══ SUPPLIED INFORMATION
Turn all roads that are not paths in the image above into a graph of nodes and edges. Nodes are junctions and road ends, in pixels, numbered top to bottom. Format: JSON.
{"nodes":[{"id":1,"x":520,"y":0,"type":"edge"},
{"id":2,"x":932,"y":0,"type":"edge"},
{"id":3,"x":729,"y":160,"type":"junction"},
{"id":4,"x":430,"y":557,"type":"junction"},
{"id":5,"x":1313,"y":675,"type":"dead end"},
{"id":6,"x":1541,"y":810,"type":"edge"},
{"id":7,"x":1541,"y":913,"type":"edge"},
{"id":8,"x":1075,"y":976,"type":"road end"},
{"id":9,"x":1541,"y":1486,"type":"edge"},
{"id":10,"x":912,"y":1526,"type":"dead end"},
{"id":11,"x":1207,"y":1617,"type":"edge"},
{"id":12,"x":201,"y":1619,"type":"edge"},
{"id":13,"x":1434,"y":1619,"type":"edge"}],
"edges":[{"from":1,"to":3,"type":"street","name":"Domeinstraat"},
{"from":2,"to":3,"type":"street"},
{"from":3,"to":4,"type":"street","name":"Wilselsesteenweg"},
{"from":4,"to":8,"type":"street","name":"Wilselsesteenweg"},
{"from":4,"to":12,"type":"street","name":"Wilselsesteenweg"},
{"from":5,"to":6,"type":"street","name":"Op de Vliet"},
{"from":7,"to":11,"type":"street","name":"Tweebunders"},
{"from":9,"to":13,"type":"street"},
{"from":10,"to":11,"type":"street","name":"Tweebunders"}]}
════
> **TASK PROMPT**
The lines to return are those holding the string "nodes" anywhere in the listing above.

> **ANSWER TO THIS TASK**
Turn all roads that are not paths in the image above into a graph of nodes and edges. Nodes are junctions and road ends, in pixels, numbered top to bottom. Format: JSON.
{"nodes":[{"id":1,"x":520,"y":0,"type":"edge"},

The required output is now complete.